The ultimate goal of gene mapping is to clone genes, especially disease genes. Once a gene is cloned, we can determine its DNA sequence and study its protein product. For example, cystic fibrosis (CF) is the most common lethal inherited disease in the United States.
Linkage analysis
The genetic mapping is based on the linkage between "loci" (locations of genes). If two loci are usually inherited together, they are said to be "linked". Two loci on different chromosomes are not linked, because they are usually separated by independent assortment.
A locus (singular of loci) may have different sequences, referred to as alleles. Consider two loci A and B, each having two alleles (one from mother, another from father). A1 and A2 are the two alleles of locus A ; B1 and B2 are the two alleles of locus B. Initially, A1 and B1 are located on the same chromosome. A2 and B2 are located on a different chromosome.
Figure 10-A-1. Illustration of recombination between two loci A and B. (a) Two pairs of sister chromatids align during meiosis. A1 and B1 are located on the same chromosome. A2 and B2 are located on a different chromosome. (b) DNA crossover leads to recombination if the chiasma is located between the two loci. (c) DNA crossover does not lead to recombination if the chiasma is not located between the two loci.
The DNA crossover may cause recombination of loci A and B. Namely, A1 and B2 (or A2 and B1) are located on the same chromosome. The recombination frequency depends on the distance between the two loci and the position of crossover (the chiasma). The closer they are, the less likely the recombination will occur, because recombination occurs only when the chiasma is located between the two loci.
To apply this basic principle to map a disease gene, we need to analyze the pedigree and estimate recombination frequency.
Physical Mapping
In physical mapping, the DNA is cut by a restriction enzyme. Once cut, the DNA fragments are separated by electrophoresis. The resulting pattern of DNA migration (i.e., its genetic fingerprint) is used to identify what stretch of DNA is in the clone. By analysing the fingerprints, contigs are assembled by automated (FPC) or manual means (Pathfinders) into overlapping DNA stretches. Now a good choice of clones can be made to efficiently sequence the clones to determine the DNA sequence of the organism under study (seed picking).
Macrorestriction is a type of physical mapping wherein the high molecular weight DNA is digested with a restriction enzyme having a low number of restriction sites.
There are alternative ways to determine how DNA in a group of clones overlap without completely sequencing the clones. Once the map is determined, the clones can be used as a resource to efficiently contain large stretches of the genome. This type of mapping is more accurate than genetic maps.

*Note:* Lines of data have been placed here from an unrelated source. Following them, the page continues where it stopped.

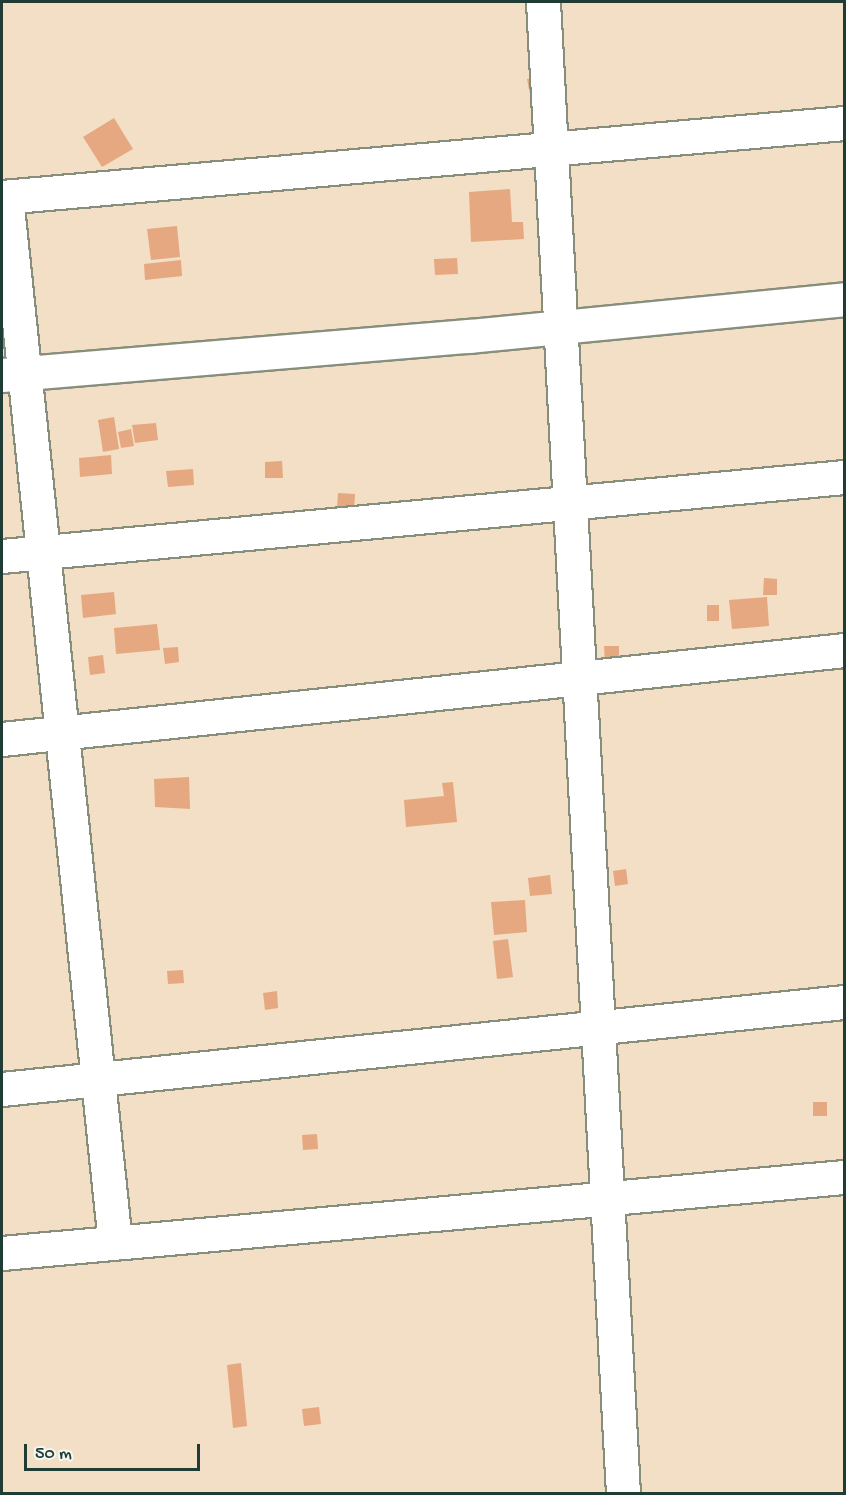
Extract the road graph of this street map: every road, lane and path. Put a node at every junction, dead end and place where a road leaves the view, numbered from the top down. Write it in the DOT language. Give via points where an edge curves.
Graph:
graph roads {
  1 [pos="543,2"];
  2 [pos="844,123"];
  3 [pos="552,149"];
  4 [pos="4,197"];
  5 [pos="844,299"];
  6 [pos="561,327"];
  7 [pos="13,374"];
  8 [pos="844,477"];
  9 [pos="571,502"];
  10 [pos="43,552"];
  11 [pos="2,555"];
  12 [pos="844,650"];
  13 [pos="581,678"];
  14 [pos="62,733"];
  15 [pos="2,739"];
  16 [pos="844,1002"];
  17 [pos="600,1025"];
  18 [pos="98,1078"];
  19 [pos="2,1089"];
  20 [pos="844,1176"];
  21 [pos="610,1197"];
  22 [pos="116,1242"];
  23 [pos="2,1253"];
  24 [pos="623,1494"];
  1 -- 3 [label="street"];
  2 -- 3 [label="street"];
  3 -- 4 [label="street"];
  3 -- 6 [label="street"];
  4 -- 7 [label="street"];
  5 -- 6 [label="street"];
  6 -- 7 [label="street"];
  6 -- 9 [label="street"];
  7 -- 10 [label="street"];
  8 -- 9 [label="street"];
  9 -- 10 [label="street"];
  9 -- 13 [label="street"];
  10 -- 11 [label="street"];
  10 -- 14 [label="street"];
  12 -- 13 [label="street"];
  13 -- 14 [label="street"];
  13 -- 17 [label="street"];
  14 -- 15 [label="street"];
  14 -- 18 [label="street"];
  16 -- 17 [label="street"];
  17 -- 18 [label="street"];
  17 -- 21 [label="street"];
  18 -- 19 [label="street"];
  18 -- 22 [label="street"];
  20 -- 21 [label="street"];
  21 -- 22 [label="street"];
  21 -- 24 [label="street"];
  22 -- 23 [label="street"];
}
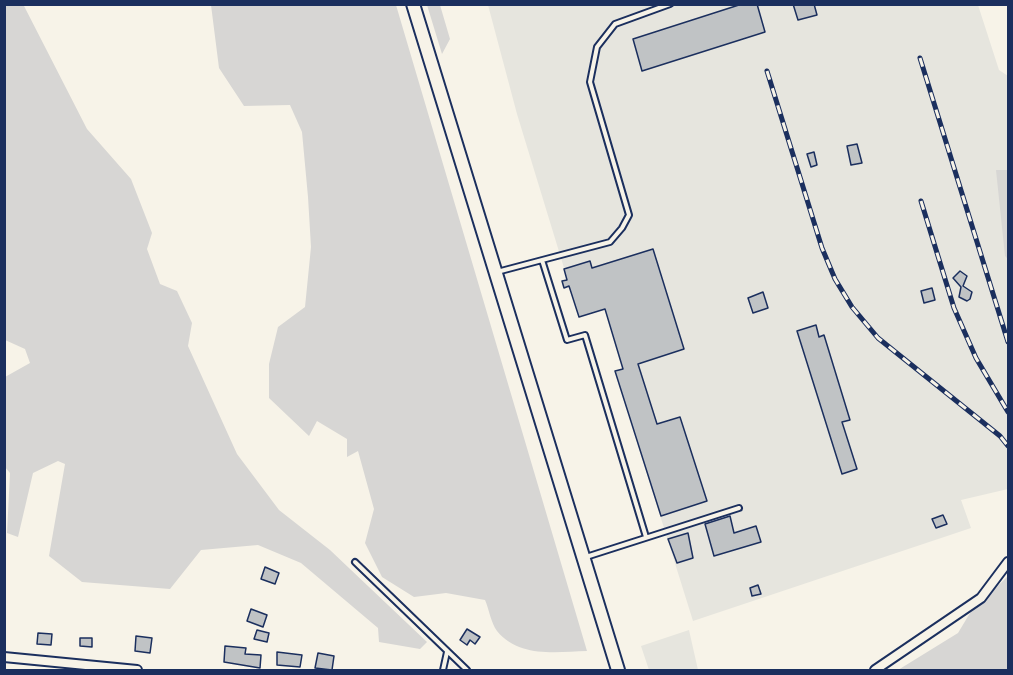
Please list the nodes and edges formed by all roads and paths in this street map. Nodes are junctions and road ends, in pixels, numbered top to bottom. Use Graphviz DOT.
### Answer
graph roads {
  1 [pos="413,4"];
  2 [pos="670,4"];
  3 [pos="542,260"];
  4 [pos="496,272"];
  5 [pos="739,508"];
  6 [pos="646,537"];
  7 [pos="583,558"];
  8 [pos="355,562"];
  9 [pos="1008,562"];
  10 [pos="447,652"];
  11 [pos="4,657"];
  12 [pos="136,670"];
  13 [pos="443,670"];
  14 [pos="467,670"];
  15 [pos="618,670"];
  16 [pos="875,670"];
  1 -- 4 [label="main road"];
  2 -- 3 [label="lane"];
  3 -- 4 [label="lane"];
  3 -- 6 [label="lane"];
  4 -- 7 [label="main road"];
  5 -- 6 [label="lane"];
  6 -- 7 [label="lane"];
  7 -- 15 [label="main road"];
  8 -- 10 [label="lane"];
  9 -- 16 [label="street"];
  10 -- 13 [label="lane"];
  10 -- 14 [label="lane"];
  11 -- 12 [label="street"];
}
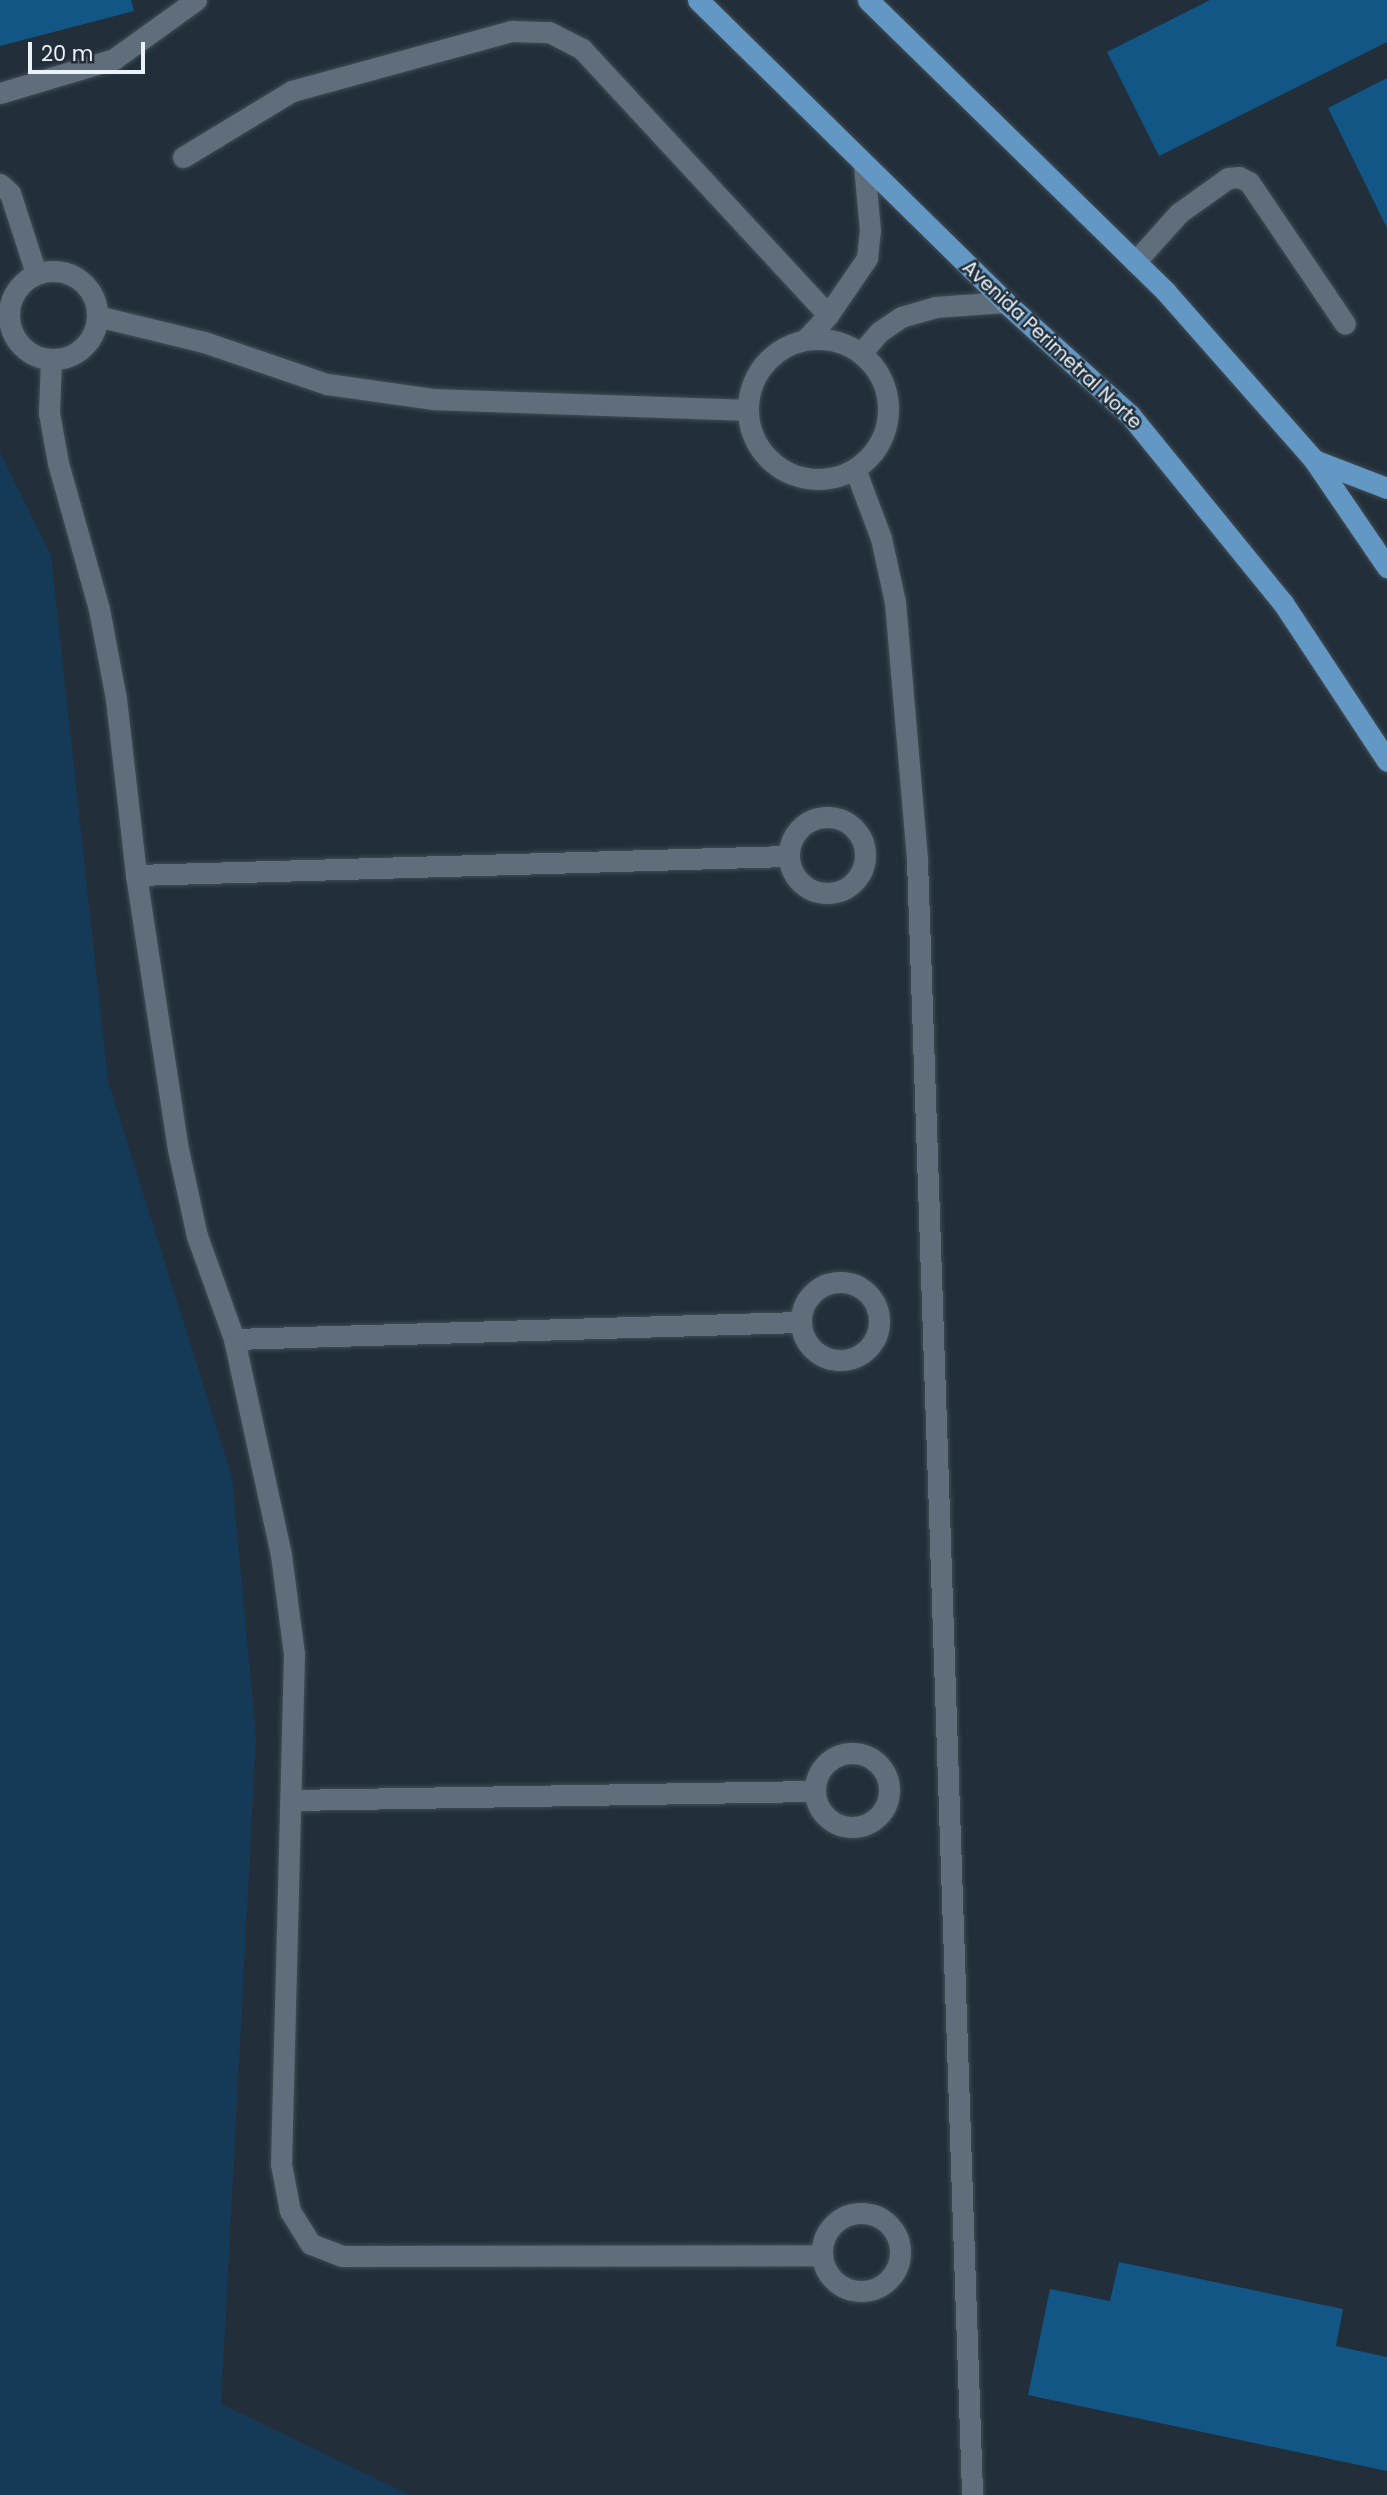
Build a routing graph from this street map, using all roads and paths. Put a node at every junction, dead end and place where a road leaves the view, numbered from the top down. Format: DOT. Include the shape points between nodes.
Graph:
graph roads {
  1 [pos="196,0"];
  2 [pos="698,0"];
  3 [pos="868,0"];
  4 [pos="0,93"];
  5 [pos="183,157"];
  6 [pos="864,165"];
  7 [pos="0,184"];
  8 [pos="1135,262"];
  9 [pos="36,273"];
  10 [pos="1005,302"];
  11 [pos="828,315"];
  12 [pos="97,316"];
  13 [pos="1345,324"];
  14 [pos="806,340"];
  15 [pos="860,353"];
  16 [pos="51,360"];
  17 [pos="747,410"];
  18 [pos="1314,460"];
  19 [pos="855,469"];
  20 [pos="1387,488"];
  21 [pos="1387,567"];
  22 [pos="1387,761"];
  23 [pos="789,856"];
  24 [pos="136,875"];
  25 [pos="800,1322"];
  26 [pos="234,1339"];
  27 [pos="814,1791"];
  28 [pos="291,1800"];
  29 [pos="821,2255"];
  30 [pos="971,2495"];
  1 -- 4 [label="street" via="114,59"];
  2 -- 6 [label="highway, Avenida Perimetral Norte"];
  3 -- 8 [label="highway"];
  5 -- 11 [label="street" via="292,91 512,31 549,32 582,49"];
  6 -- 10 [label="highway, Avenida Perimetral Norte"];
  6 -- 11 [label="street" via="870,230 867,258"];
  7 -- 9 [label="street" via="10,193"];
  8 -- 13 [label="street" via="1178,213 1228,178 1239,177 1249,182"];
  8 -- 18 [label="highway"];
  9 -- 12 [label="street" via="58,270 78,278 92,295"];
  9 -- 16 [label="street" via="17,287 8,310 12,334 28,352"];
  10 -- 15 [label="street" via="935,307 901,317"];
  10 -- 22 [label="highway, Avenida Perimetral Norte" via="1130,415 1283,603"];
  11 -- 14 [label="street"];
  12 -- 16 [label="street" via="91,338 74,354"];
  12 -- 17 [label="street" via="204,342 327,384 367,390 434,399"];
  14 -- 15 [label="street" via="825,339"];
  14 -- 17 [label="street" via="787,345 758,371"];
  15 -- 19 [label="street" via="883,384 887,413 881,441"];
  16 -- 24 [label="street" via="49,413 58,463 99,609 116,699"];
  17 -- 19 [label="street" via="750,431 760,450 793,476 825,479"];
  18 -- 20 [label="highway"];
  18 -- 21 [label="highway"];
  19 -- 30 [label="street" via="881,538 895,602 917,860"];
  23 -- 24 [label="street"];
  24 -- 26 [label="street" via="178,1149 197,1236"];
  25 -- 26 [label="street"];
  26 -- 28 [label="street" via="281,1555 294,1654"];
  27 -- 28 [label="street"];
  28 -- 29 [label="street" via="281,2164 290,2211 311,2244 342,2256"];
}
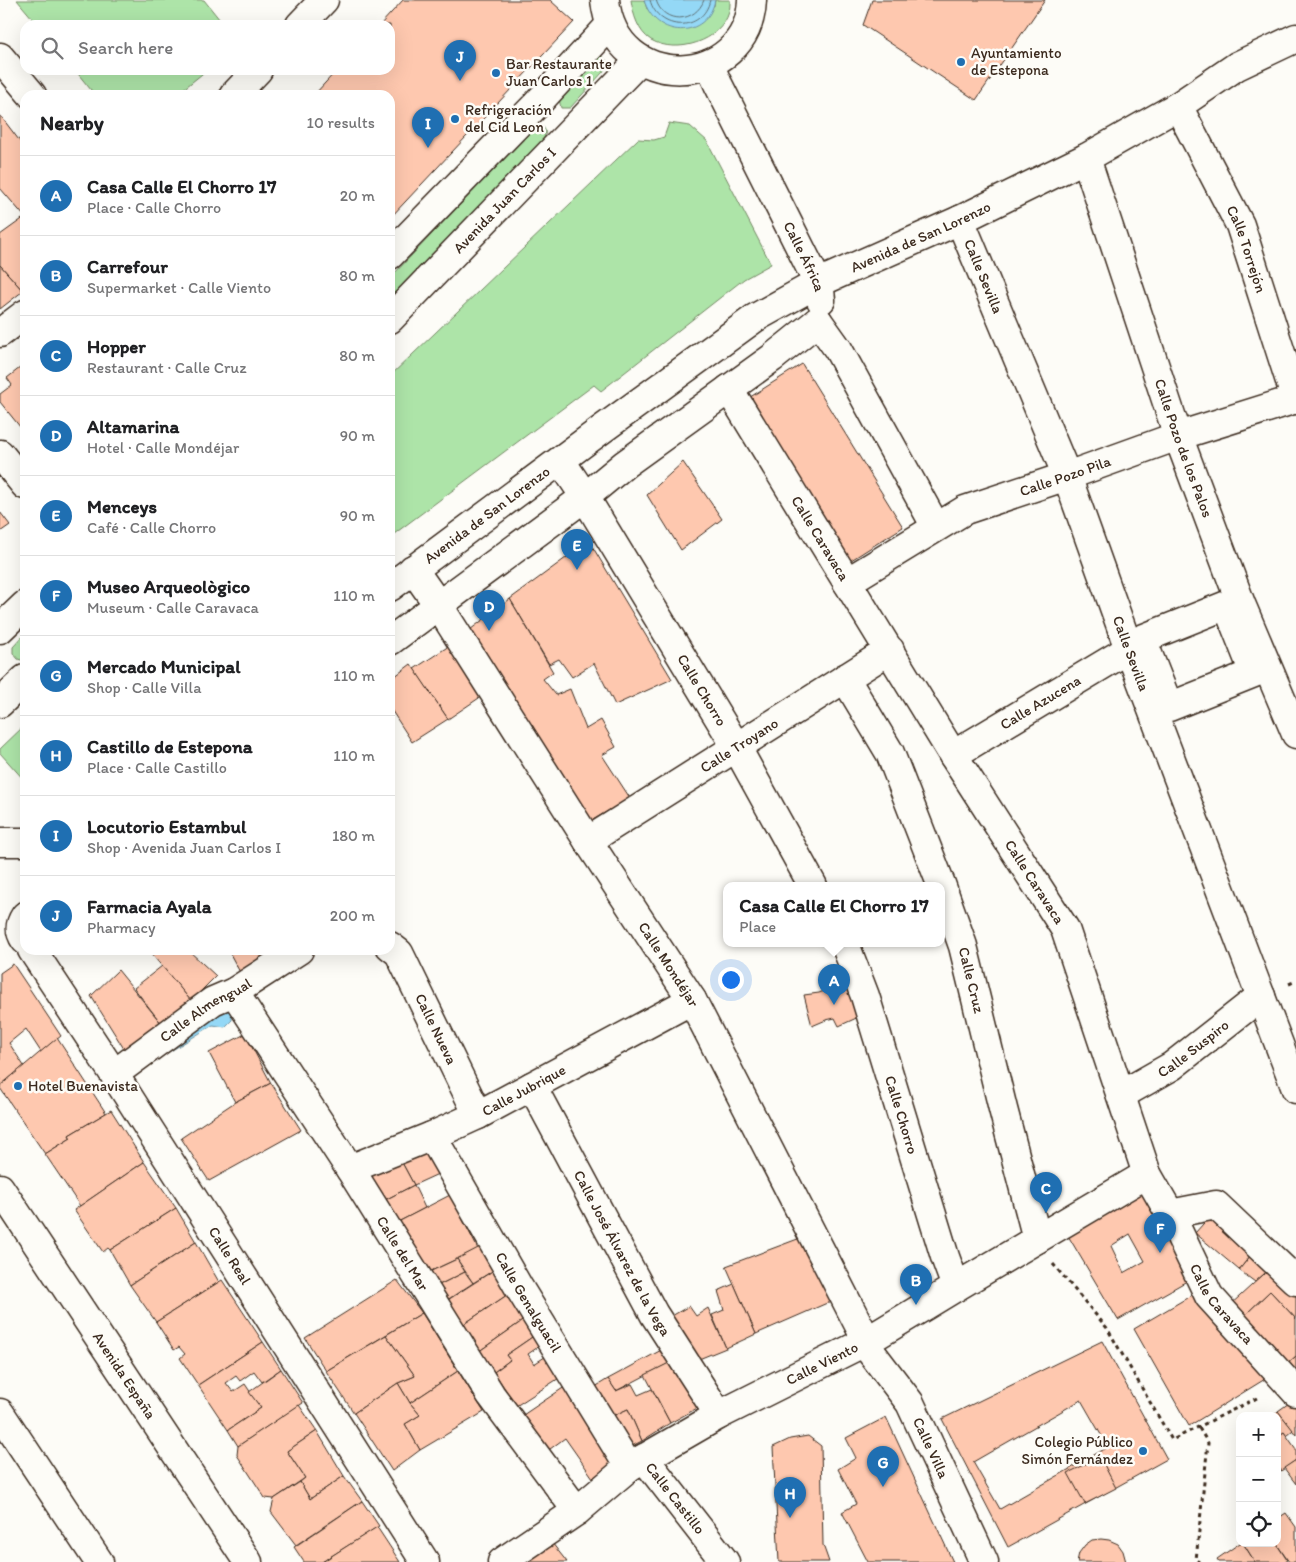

Genes can be mapped prior to the complete sequencing by independent approaches like in situ hybridization.
Disease-association
The process to identify a genetic element that signs responsible for a disease is also referred to as "mapping". If the locus in which the search is performed is already considerably constrained, the search is called the "fine-mapping" of a gene. This information is derived from the investigation of disease-manifestations in large families (Genetic linkage) or from populations-based genetic association studies.